Zig-zag encoding
Encoding numbers, these abstract counting things, as physical entities requires choices. Ignoring the whole religious war about big-endian versus little-endian, or the long-since won battles about two’s complement versus anything else, we are left with “how many bits/bytes do we use?”. If you pick a fixed-length, then you limit the range of the number you store, and you potentially waste a lot of space.
Variable length numbers are a compromise - you have either an explicit length prefix, or you have some sentinel that indicates the end of the number. However, you’re faced with a challenge when it comes to negative numbers - two’s complement is good for fixed-length numbers, but you can’t tell the difference between a large positive number and a small negative number, leaving all negative numbers to be encoded as giant variable length strings.
Google Protocol Buffers, for positive numbers, uses what they call Varint encoding, where there is a sentinel: numbers are stored in little-endian format, 7 bits per byte, and the most-significant bit is 0 for the last byte and 1 for all other bytes.
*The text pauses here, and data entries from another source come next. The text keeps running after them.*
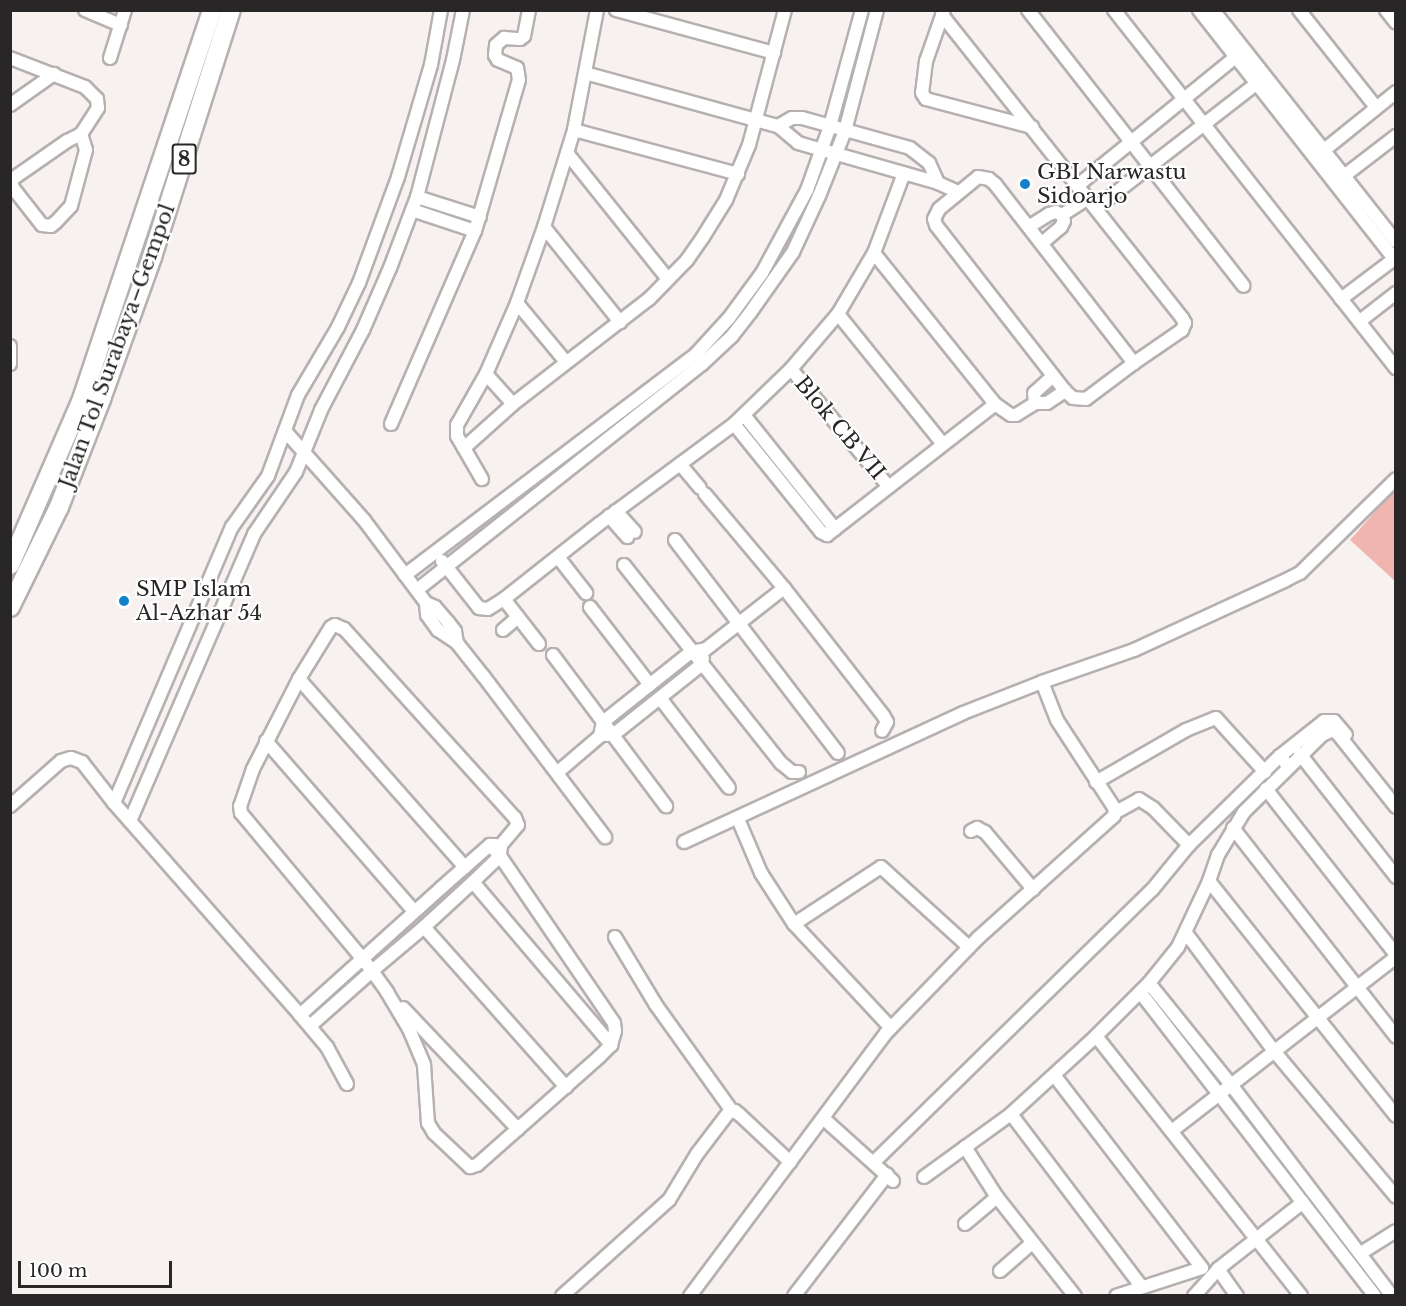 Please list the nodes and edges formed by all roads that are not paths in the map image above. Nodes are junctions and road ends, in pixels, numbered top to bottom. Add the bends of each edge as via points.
1 (85, 10) edge
2 (124, 10) edge
3 (212, 10) edge
4 (231, 10) edge
5 (441, 10) edge
6 (463, 10) edge
7 (529, 10) edge
8 (597, 10) edge
9 (616, 10) edge
10 (785, 10) edge
11 (862, 10) edge
12 (877, 10) edge
13 (1028, 10) edge
14 (1114, 10) edge
15 (1199, 10) edge
16 (1213, 10) edge
17 (1299, 10) edge
18 (1386, 10) edge
19 (943, 13) edge
20 (1395, 23) edge
21 (121, 25) junction
22 (774, 53) junction
23 (1236, 57) junction
24 (10, 58) edge
25 (110, 58) dead end
26 (585, 73) junction
27 (54, 74) junction
28 (1254, 75) junction
29 (1395, 92) edge
30 (1183, 98) junction
31 (10, 105) edge
32 (1376, 107) junction
33 (757, 118) junction
34 (1204, 124) junction
35 (778, 126) junction
36 (830, 126) junction
37 (1032, 127) junction
38 (574, 130) junction
39 (844, 130) junction
40 (81, 134) junction
41 (1395, 136) edge
42 (1130, 142) junction
43 (822, 150) junction
44 (1323, 151) junction
45 (567, 153) junction
46 (835, 154) junction
47 (1150, 167) junction
48 (1330, 169) junction
49 (904, 173) junction
50 (738, 174) junction
51 (1344, 176) junction
52 (938, 183) junction
53 (1077, 186) junction
54 (958, 192) junction
55 (417, 197) junction
56 (1091, 203) junction
57 (412, 210) junction
58 (1062, 215) junction
59 (480, 217) junction
60 (544, 226) junction
61 (1030, 226) junction
62 (475, 231) junction
63 (1043, 242) junction
64 (1395, 242) edge
65 (874, 253) junction
66 (1395, 260) edge
67 (668, 279) junction
68 (1244, 286) dead end
69 (1395, 293) edge
70 (1341, 299) junction
71 (517, 303) junction
72 (837, 314) junction
73 (1360, 321) junction
74 (620, 322) junction
75 (10, 346) edge
76 (699, 359) junction
77 (566, 362) junction
78 (1134, 363) junction
79 (10, 364) edge
80 (1395, 368) edge
81 (791, 369) junction
82 (486, 374) junction
83 (1053, 376) junction
84 (1065, 390) junction
85 (1035, 403) junction
86 (513, 404) junction
87 (995, 404) junction
88 (744, 415) junction
89 (392, 424) dead end
90 (734, 424) junction
91 (285, 431) junction
92 (944, 444) junction
93 (464, 448) junction
94 (304, 450) junction
95 (680, 465) junction
96 (482, 479) dead end
97 (1395, 479) edge
98 (889, 487) junction
99 (612, 514) junction
100 (835, 530) junction
101 (631, 535) dead end
102 (675, 540) dead end
103 (436, 553) junction
104 (558, 557) junction
105 (10, 565) edge
106 (624, 565) dead end
107 (446, 566) junction
108 (212, 574) junction
109 (405, 575) junction
110 (232, 583) junction
111 (784, 588) junction
112 (417, 590) junction
113 (586, 593) dead end
114 (504, 599) junction
115 (591, 607) dead end
116 (10, 608) edge
117 (517, 618) junction
118 (738, 623) junction
119 (503, 630) dead end
120 (539, 644) dead end
121 (706, 649) junction
122 (691, 652) junction
123 (553, 655) dead end
124 (701, 664) junction
125 (299, 679) junction
126 (1042, 682) junction
127 (650, 685) junction
128 (660, 698) junction
129 (603, 722) junction
130 (882, 731) dead end
131 (613, 735) junction
132 (600, 736) junction
133 (266, 741) junction
134 (838, 753) dead end
135 (1300, 754) junction
136 (1284, 761) junction
137 (558, 772) junction
138 (799, 772) dead end
139 (1265, 772) junction
140 (1096, 782) junction
141 (729, 788) dead end
142 (1266, 789) junction
143 (1395, 796) edge
144 (114, 803) junction
145 (10, 806) edge
146 (666, 806) dead end
147 (1395, 807) edge
148 (1116, 812) junction
149 (738, 819) junction
150 (130, 821) junction
151 (1233, 828) junction
152 (971, 831) dead end
153 (605, 837) dead end
154 (684, 842) dead end
155 (1189, 845) junction
156 (497, 849) junction
157 (465, 867) junction
158 (1395, 877) edge
159 (1209, 881) junction
160 (474, 882) junction
161 (441, 888) junction
162 (1033, 889) junction
163 (452, 901) junction
164 (414, 911) junction
165 (794, 924) junction
166 (424, 927) junction
167 (1186, 933) junction
168 (615, 937) dead end
169 (969, 947) junction
170 (1395, 956) edge
171 (362, 958) junction
172 (372, 971) junction
173 (1357, 987) junction
174 (1145, 988) junction
175 (387, 992) junction
176 (300, 1015) junction
177 (1319, 1017) junction
178 (310, 1026) junction
179 (891, 1028) junction
180 (1096, 1036) junction
181 (1395, 1037) edge
182 (611, 1045) junction
183 (1274, 1051) junction
184 (1054, 1075) junction
185 (347, 1084) dead end
186 (1232, 1086) junction
187 (566, 1087) junction
188 (1221, 1094) junction
189 (732, 1111) junction
190 (1011, 1114) junction
191 (1395, 1116) edge
192 (823, 1118) junction
193 (518, 1129) junction
194 (1173, 1130) junction
195 (964, 1147) junction
196 (790, 1162) junction
197 (874, 1162) junction
198 (1290, 1163) junction
199 (1279, 1172) junction
200 (924, 1177) dead end
201 (998, 1197) junction
202 (1395, 1197) edge
203 (1303, 1202) junction
204 (965, 1224) dead end
205 (1395, 1232) edge
206 (1257, 1237) junction
207 (1032, 1243) junction
208 (1361, 1253) junction
209 (1000, 1271) dead end
210 (1210, 1271) junction
211 (1141, 1286) junction
212 (1391, 1293) edge
213 (1069, 1294) edge
214 (562, 1296) edge
215 (690, 1296) edge
216 (794, 1296) edge
217 (1116, 1296) edge
218 (1194, 1296) edge
219 (1237, 1296) edge
220 (1301, 1296) edge
221 (1375, 1296) edge

1 - 21 street
2 - 21 street
3 - 105 highway, Jalan Tol Surabaya–Gempol / 8 via 81,402
4 - 116 highway, Jalan Tol Surabaya–Gempol / 8 via 119,348 59,507
5 - 91 street via 430,65 394,188 359,283 298,395
6 - 55 street
7 - 59 street via 524,36 504,38 496,45 498,60 517,68 520,75
8 - 26 street
9 - 22 street
10 - 22 street
11 - 36 street
12 - 39 street
13 - 42 street
14 - 30 street
15 - 23 street
16 - 28 street
17 - 32 street
18 - 20 street
19 - 37 street
19 - 37 street via 926,61 922,93 926,99
21 - 25 street
22 - 33 street
23 - 28 street
23 - 30 street
24 - 27 street
26 - 33 street
26 - 38 street
27 - 31 street
27 - 40 street via 85,87 97,99 98,108
28 - 34 street
28 - 44 street
28 - 48 street
29 - 32 street
30 - 34 street
30 - 42 street
32 - 44 street
33 - 35 street
33 - 50 street
34 - 47 street
34 - 70 street
35 - 36 street via 792,118
35 - 43 street via 798,143
36 - 39 street
36 - 43 street
37 - 53 street
38 - 45 street
38 - 50 street
39 - 46 street
39 - 52 street via 910,148 929,163
40 - 40 street via 11,180 42,225 51,226 71,206 86,150
41 - 51 street
42 - 47 street
42 - 53 street
43 - 46 street
43 - 76 street via 794,218 762,273
44 - 48 street
45 - 60 street
45 - 67 street
46 - 49 street
46 - 76 street via 793,252 732,336
47 - 56 street
47 - 68 street
48 - 51 street
48 - 66 street
49 - 52 street
49 - 65 street
50 - 67 street via 709,228
51 - 64 street
52 - 54 street
53 - 56 street
54 - 61 street via 978,177 989,179
54 - 83 street via 939,209 934,219 936,225
55 - 57 street
55 - 59 street
56 - 58 street
56 - 78 street via 1185,323 1177,334
57 - 62 street
57 - 94 street via 363,330
58 - 61 street via 1049,214
58 - 63 street via 1061,227
59 - 62 street
60 - 71 street
60 - 74 street
61 - 63 street
62 - 89 street
63 - 78 street
65 - 72 street
65 - 87 street
66 - 70 street
67 - 74 street
69 - 73 street
70 - 73 street
71 - 77 street
71 - 82 street
72 - 81 street
72 - 92 street
73 - 80 street
74 - 77 street
75 - 79 street
76 - 103 street
76 - 107 street
77 - 86 street
78 - 84 street via 1086,399 1073,398
81 - 88 street
81 - 98 street, Blok CB VII
82 - 86 street
82 - 93 street via 457,425 457,436
83 - 84 street
83 - 85 street via 1034,393
84 - 85 street via 1047,403
85 - 87 street via 1016,415
86 - 93 street
87 - 92 street
88 - 90 street
88 - 100 street
90 - 95 street
90 - 100 street via 821,532 827,535
91 - 94 street
91 - 108 street via 268,476 238,516
92 - 98 street
93 - 96 street
94 - 109 street
94 - 110 street via 290,484 254,534
95 - 99 street
95 - 111 street
97 - 126 street via 1300,573 1134,650
98 - 100 street
99 - 101 street
99 - 104 street
102 - 118 street
103 - 107 street
103 - 109 street
104 - 113 street
104 - 114 street
106 - 122 street
107 - 112 street
107 - 114 street via 479,608 488,609
108 - 110 street
108 - 144 street
109 - 112 street
110 - 150 street
111 - 118 street
111 - 130 street via 883,715 887,723
112 - 137 street via 455,631 457,644
114 - 117 street
115 - 127 street
117 - 119 street
117 - 120 street
118 - 121 street
118 - 134 street
121 - 122 street
121 - 124 street
122 - 124 street
122 - 127 street
123 - 129 street
124 - 128 street
124 - 138 street via 781,763 792,772
125 - 133 street
125 - 156 street via 327,631 335,626 344,629 515,818 517,828
125 - 157 street
126 - 140 street via 1057,720
126 - 149 street via 963,713
127 - 129 street
128 - 131 street
128 - 141 street
129 - 131 street
129 - 132 street
131 - 132 street
131 - 146 street
132 - 137 street
133 - 164 street
133 - 171 street via 243,795 241,813
135 - 136 street
135 - 147 street via 1333,730
135 - 158 street
136 - 139 street
136 - 142 street
136 - 143 street via 1324,721 1331,720
137 - 153 street
139 - 140 street via 1213,718
139 - 155 street
140 - 148 street
142 - 151 street
142 - 170 street
144 - 145 street via 87,767 71,758 61,761
144 - 150 street
148 - 155 street via 1139,799 1154,808
148 - 162 street
149 - 154 street
149 - 165 street via 761,873
150 - 176 street
151 - 159 street
151 - 173 street
152 - 162 street via 977,828 985,832
155 - 197 street via 1152,890
156 - 157 street
156 - 160 street
156 - 182 street via 614,1023
157 - 161 street
159 - 167 street
159 - 177 street
160 - 163 street
160 - 182 street
161 - 163 street
161 - 164 street
162 - 169 street
163 - 166 street
164 - 171 street
165 - 169 street via 881,867
165 - 179 street
166 - 172 street
166 - 187 street
167 - 174 street
167 - 183 street
168 - 189 street via 656,1005
169 - 179 street
170 - 173 street
171 - 172 street
171 - 176 street
172 - 175 street
172 - 178 street
173 - 177 street
173 - 181 street
174 - 180 street
174 - 186 street
174 - 188 street
175 - 193 street
175 - 193 street via 410,1029 424,1065 428,1123 434,1133 465,1165 473,1167
176 - 178 street
177 - 183 street
177 - 191 street
178 - 185 street via 327,1047
179 - 192 street
180 - 184 street
180 - 194 street
182 - 187 street
183 - 186 street
183 - 202 street
184 - 190 street
184 - 210 street
186 - 188 street
186 - 198 street
187 - 193 street
188 - 194 street
188 - 199 street
189 - 196 street
189 - 214 street via 697,1154 669,1200
190 - 195 street
190 - 211 street
192 - 196 street
192 - 197 street
194 - 206 street
195 - 200 street
195 - 201 street
196 - 215 street
197 - 216 street via 890,1178
198 - 199 street
198 - 208 street
199 - 203 street
201 - 204 street
201 - 207 street
203 - 206 street
203 - 221 street
205 - 208 street
206 - 210 street
206 - 220 street
207 - 209 street
207 - 213 street
208 - 212 street
210 - 211 street
210 - 218 street
210 - 219 street
211 - 217 street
Reading and writing Varint-encoded numbers looks like this (warning: no checking! not production code!):
void to_varint(uint64 n, unsigned char* buf)
{
while (n > 127)
{
*buf++ = (n & 0x7F) | 0x80;
n >>= 7;
}
*buf = n;
}
uint64 from_varint(unsigned char* buf)
{
uint64 n = 0;
int shift = 0;
while (*buf & 0x80)
{
n |= static_cast<uint64>(*buf++ & 0x7F) << shift;
shift += 7;
}
n |= *buf << shift;
return n;
}For signed numbers, it does what they call zig-zag encoding to interleave positive and negative numbers so that small negative numbers are still stored with a small number of bytes.
This actually stores an absolute value of the number with the sign bit stored in the least-significant bit of the first byte. The math looks like this
zigzag = (n << 1) ^ (n >> (BIT_WIDTH - 1)
where BIT_WIDTH is the number of bits in your fixed-width number (32-bit, 64-bit etc). Remember that
arithmetic shift replicates the sign bit, so shifting right like this will create a number that is 000...00
for positive numbers and 111...11 for negative numbers.
Reading and writing zig-zag encoded numbers looks like this (warning: no checking! not production code!):
void to_zigzag(int64 n, unsigned char* buf)
{
uint64 z = (n << 1) ^ (n >> (BIT_WIDTH - 1));
while (z > 127)
{
*buf++ = (z & 0x7F) | 0x80;
z >>= 7;
}
*buf = z;
}
int64 from_zigzag(unsigned char* buf)
{
uint64 z = 0;
int shift = 0;
while (*buf & x80)
{
z |= static_cast<uint64>(*buf++ & 0x7F) << shift;
shift += 7;
}
z |= *buf << shift;
return (z & 1) ? (z >> 1) ^ -1 : (z >> 1);
}A real codebase would combine both together, but it would also handle buffer over/underrun too.
Note that it would be possible to store negative numbers with a smaller number of bytes with a little more sophistication, and not require zigzag encoding: you store the number of bytes required by the absolute magnitude of the number, and on reading, you pick up the MSB of the sequence of stored bytes and recreate the number. I suspect that zig-zag encoding is used because the amount of code for encoding and decoding is actually less when expressed in a high-level language, and perhaps faster even in assembly.
The code listed above could be made faster by operating on the data in 32-bit or 64-bit chunks. It would be interesting to time naive versus sophisticated code to see how much it’s worth doing it in a more complex fashion.
As a gateway to more sophisticated methods, look at Apache Orc: Run Length Encoding.